* [YOUR ASSIGNMENT]:
Copy each line of the data below in which the word "Turnberry" can be found.

Saved data entries
== Segment start ==

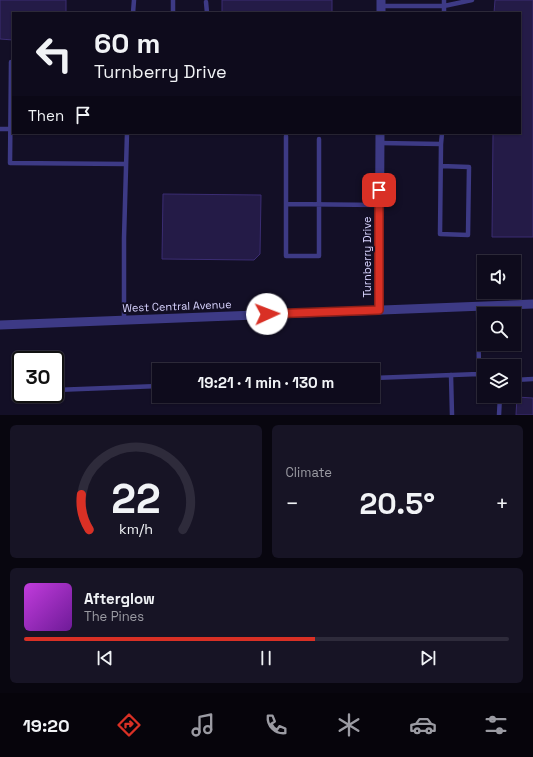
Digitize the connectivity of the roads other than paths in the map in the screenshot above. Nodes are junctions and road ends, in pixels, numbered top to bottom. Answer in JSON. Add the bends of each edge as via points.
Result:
{"nodes":[{"id":1,"x":134,"y":0,"type":"edge"},
{"id":2,"x":173,"y":0,"type":"edge"},
{"id":3,"x":444,"y":0,"type":"edge"},
{"id":4,"x":472,"y":0,"type":"edge"},
{"id":5,"x":206,"y":2,"type":"dead end"},
{"id":6,"x":381,"y":6,"type":"edge"},
{"id":7,"x":444,"y":6,"type":"junction"},
{"id":8,"x":132,"y":12,"type":"edge"},
{"id":9,"x":173,"y":12,"type":"edge"},
{"id":10,"x":207,"y":12,"type":"edge"},
{"id":11,"x":444,"y":12,"type":"edge"},
{"id":12,"x":12,"y":62,"type":"edge"},
{"id":13,"x":0,"y":129,"type":"edge"},
{"id":14,"x":10,"y":129,"type":"junction"},
{"id":15,"x":126,"y":134,"type":"edge"},
{"id":16,"x":380,"y":134,"type":"edge"},
{"id":17,"x":442,"y":134,"type":"edge"},
{"id":18,"x":286,"y":136,"type":"dead end"},
{"id":19,"x":319,"y":139,"type":"dead end"},
{"id":20,"x":380,"y":143,"type":"junction"},
{"id":21,"x":441,"y":144,"type":"junction"},
{"id":22,"x":126,"y":164,"type":"junction"},
{"id":23,"x":441,"y":166,"type":"junction"},
{"id":24,"x":286,"y":204,"type":"junction"},
{"id":25,"x":319,"y":205,"type":"junction"},
{"id":26,"x":379,"y":205,"type":"junction"},
{"id":27,"x":533,"y":304,"type":"edge"},
{"id":28,"x":478,"y":306,"type":"junction"},
{"id":29,"x":379,"y":310,"type":"junction"},
{"id":30,"x":124,"y":320,"type":"junction"},
{"id":31,"x":0,"y":325,"type":"edge"},
{"id":32,"x":480,"y":359,"type":"edge"},
{"id":33,"x":451,"y":375,"type":"junction"},
{"id":34,"x":477,"y":375,"type":"edge"},
{"id":35,"x":380,"y":378,"type":"edge"},
{"id":36,"x":533,"y":379,"type":"edge"},
{"id":37,"x":521,"y":380,"type":"edge"},
{"id":38,"x":152,"y":386,"type":"edge"},
{"id":39,"x":64,"y":390,"type":"edge"},
{"id":40,"x":500,"y":403,"type":"edge"},
{"id":41,"x":452,"y":415,"type":"edge"},
{"id":42,"x":500,"y":415,"type":"edge"}],
"edges":[{"from":1,"to":8,"type":"lane"},
{"from":2,"to":9,"type":"lane"},
{"from":3,"to":7,"type":"lane"},
{"from":4,"to":7,"type":"lane"},
{"from":5,"to":10,"type":"lane"},
{"from":6,"to":7,"type":"lane"},
{"from":7,"to":11,"type":"lane"},
{"from":12,"to":14,"type":"lane"},
{"from":13,"to":14,"type":"lane"},
{"from":14,"to":22,"type":"lane","via":[[10,163]]},
{"from":15,"to":22,"type":"lane"},
{"from":16,"to":20,"type":"street","name":"Turnberry Drive"},
{"from":17,"to":21,"type":"lane"},
{"from":18,"to":24,"type":"lane"},
{"from":19,"to":25,"type":"lane"},
{"from":20,"to":21,"type":"lane"},
{"from":20,"to":26,"type":"street","name":"Turnberry Drive"},
{"from":21,"to":23,"type":"lane"},
{"from":22,"to":30,"type":"lane"},
{"from":23,"to":23,"type":"lane","via":[[440,234],[468,235],[469,167]]},
{"from":24,"to":25,"type":"lane"},
{"from":24,"to":25,"type":"lane","via":[[286,256],[319,256]]},
{"from":25,"to":26,"type":"lane"},
{"from":26,"to":29,"type":"street","name":"Turnberry Drive"},
{"from":27,"to":28,"type":"street","name":"West Central Avenue"},
{"from":28,"to":29,"type":"street","name":"West Central Avenue"},
{"from":28,"to":32,"type":"lane"},
{"from":29,"to":30,"type":"street","name":"West Central Avenue"},
{"from":30,"to":31,"type":"street","name":"West Central Avenue"},
{"from":33,"to":34,"type":"lane"},
{"from":33,"to":35,"type":"lane"},
{"from":33,"to":41,"type":"lane"},
{"from":36,"to":37,"type":"lane"},
{"from":38,"to":39,"type":"lane"},
{"from":40,"to":42,"type":"lane"}]}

== Segment end ==

* [REPLY]:
{"from":16,"to":20,"type":"street","name":"Turnberry Drive"},
{"from":20,"to":26,"type":"street","name":"Turnberry Drive"},
{"from":26,"to":29,"type":"street","name":"Turnberry Drive"},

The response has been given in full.